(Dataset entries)

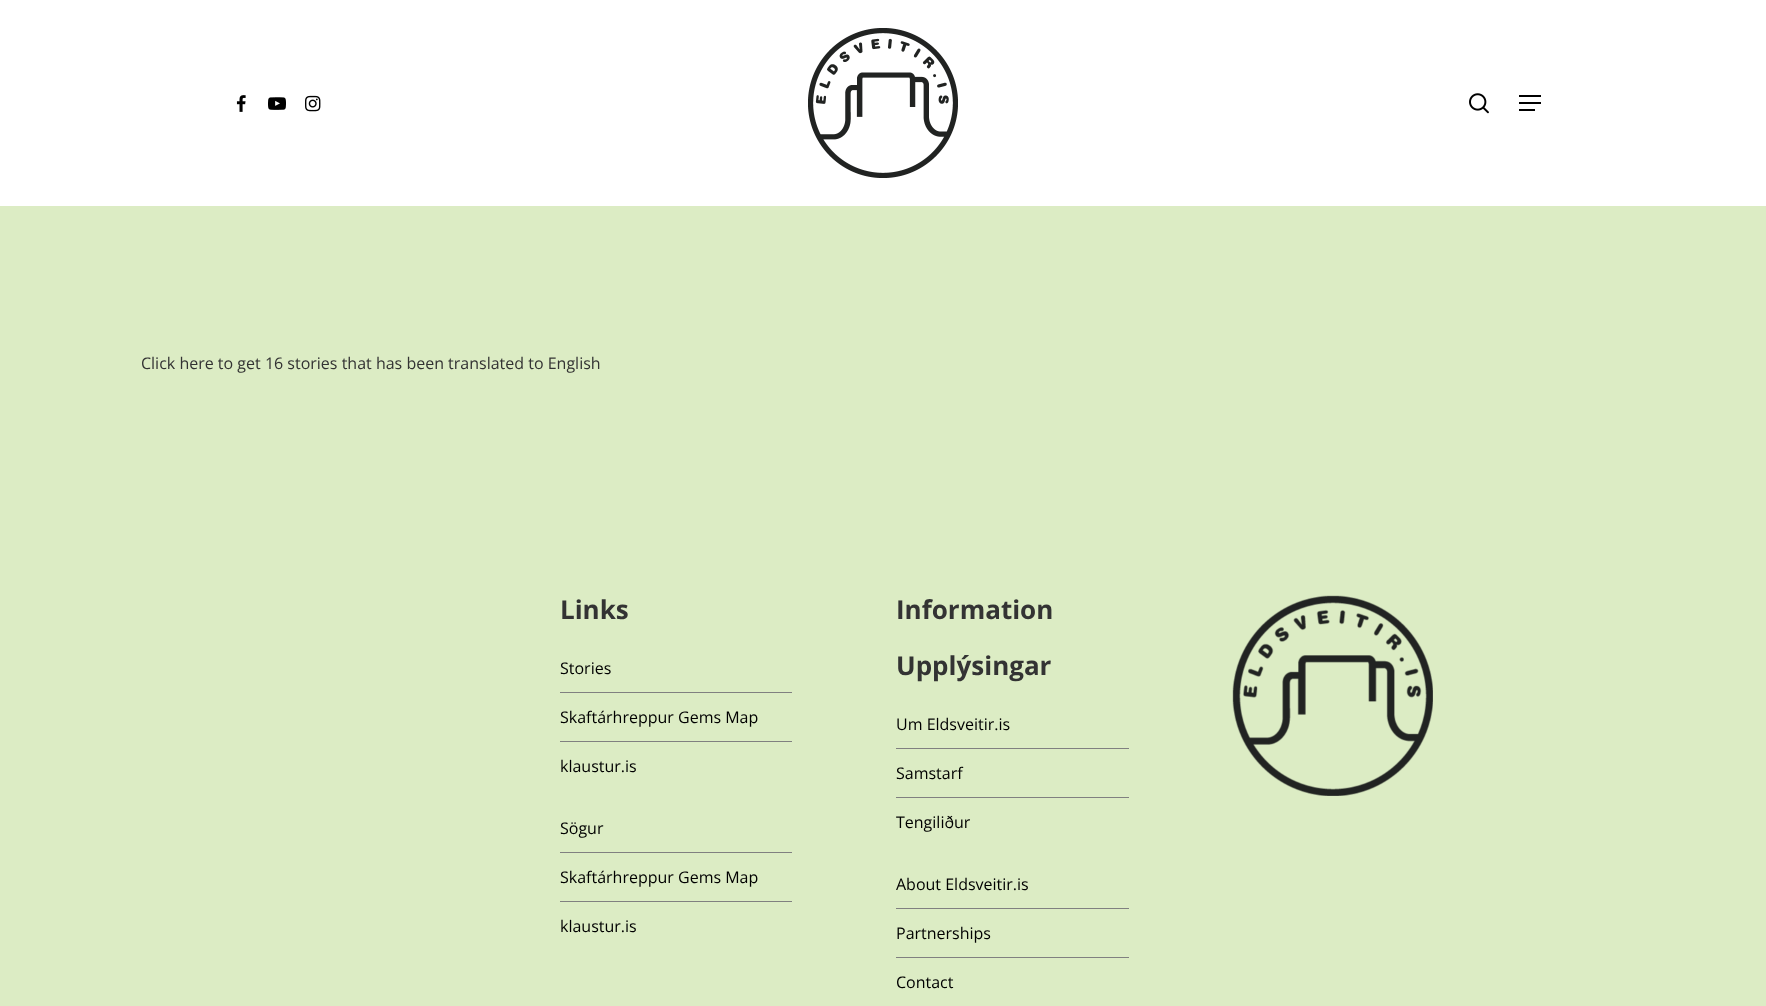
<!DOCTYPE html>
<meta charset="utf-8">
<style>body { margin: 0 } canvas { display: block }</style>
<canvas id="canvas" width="1766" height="1006"></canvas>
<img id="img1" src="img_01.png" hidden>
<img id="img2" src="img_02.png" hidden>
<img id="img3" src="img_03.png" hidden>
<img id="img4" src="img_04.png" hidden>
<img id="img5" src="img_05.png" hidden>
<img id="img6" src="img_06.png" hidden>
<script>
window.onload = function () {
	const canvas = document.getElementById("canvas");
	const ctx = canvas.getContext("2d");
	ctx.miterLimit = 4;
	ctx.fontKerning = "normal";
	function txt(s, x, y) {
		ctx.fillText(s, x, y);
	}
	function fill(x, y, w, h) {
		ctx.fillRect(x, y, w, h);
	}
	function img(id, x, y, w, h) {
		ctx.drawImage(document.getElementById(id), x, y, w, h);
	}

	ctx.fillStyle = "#DCECC4";
	fill(0, 0, 1766, 1006);
	ctx.fillStyle = "#FFFFFF";
	fill(0, 0, 1766, 206);
	img("img1", 808, 28, 150, 150);
	img("img2", 236, 95, 10, 17);
	img("img3", 268, 97, 18, 13);
	img("img4", 305, 95, 16, 17);
	img("img5", 1469, 93, 20, 21);
	ctx.fillStyle = "#000000";
	fill(1519, 95, 22, 2);
	fill(1519, 109, 16, 2);
	fill(1519, 102, 22, 2);
	ctx.fillStyle = "#808080";
	fill(560, 692, 232, 1);
	fill(560, 741, 232, 1);
	fill(560, 852, 232, 1);
	fill(560, 901, 232, 1);
	fill(896, 748, 233, 1);
	fill(896, 797, 233, 1);
	fill(896, 908, 233, 1);
	fill(896, 957, 233, 1);
	img("img6", 1232, 595, 201, 201);
	ctx.font = "16px Open Sans";
	ctx.fillStyle = "#333333";
	txt("Click here to get 16 stories that has been translated to English", 141, 369);
	ctx.font = "bold 26px Open Sans";
	txt("Links", 560, 619);
	ctx.font = "16px Open Sans";
	ctx.fillStyle = "#000000";
	txt("Stories", 560, 674);
	txt("Skaftárhreppur Gems Map", 560, 723);
	txt("klaustur.is", 560, 772);
	txt("Sögur", 560, 834);
	txt("Skaftárhreppur Gems Map", 560, 883);
	txt("klaustur.is", 560, 932);
	ctx.font = "bold 26px Open Sans";
	ctx.fillStyle = "#333333";
	txt("Information", 896, 619);
	txt("Upplýsingar", 896, 675);
	ctx.font = "16px Open Sans";
	ctx.fillStyle = "#000000";
	txt("Um Eldsveitir.is", 896, 730);
	txt("Samstarf", 896, 779);
	txt("Tengiliður", 896, 828);
	txt("About Eldsveitir.is", 896, 890);
	txt("Partnerships", 896, 939);
	txt("Contact", 896, 988);
};
</script>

Task prompt :: Your answer should be the lines from the first record down to the line containing "ctx.miterLimit = 4;", restated exactly, with no pictures.

Answer to this problem ::
<!DOCTYPE html>
<meta charset="utf-8">
<style>body { margin: 0 } canvas { display: block }</style>
<canvas id="canvas" width="1766" height="1006"></canvas>
<img id="img1" src="img_01.png" hidden>
<img id="img2" src="img_02.png" hidden>
<img id="img3" src="img_03.png" hidden>
<img id="img4" src="img_04.png" hidden>
<img id="img5" src="img_05.png" hidden>
<img id="img6" src="img_06.png" hidden>
<script>
window.onload = function () {
	const canvas = document.getElementById("canvas");
	const ctx = canvas.getContext("2d");
	ctx.miterLimit = 4;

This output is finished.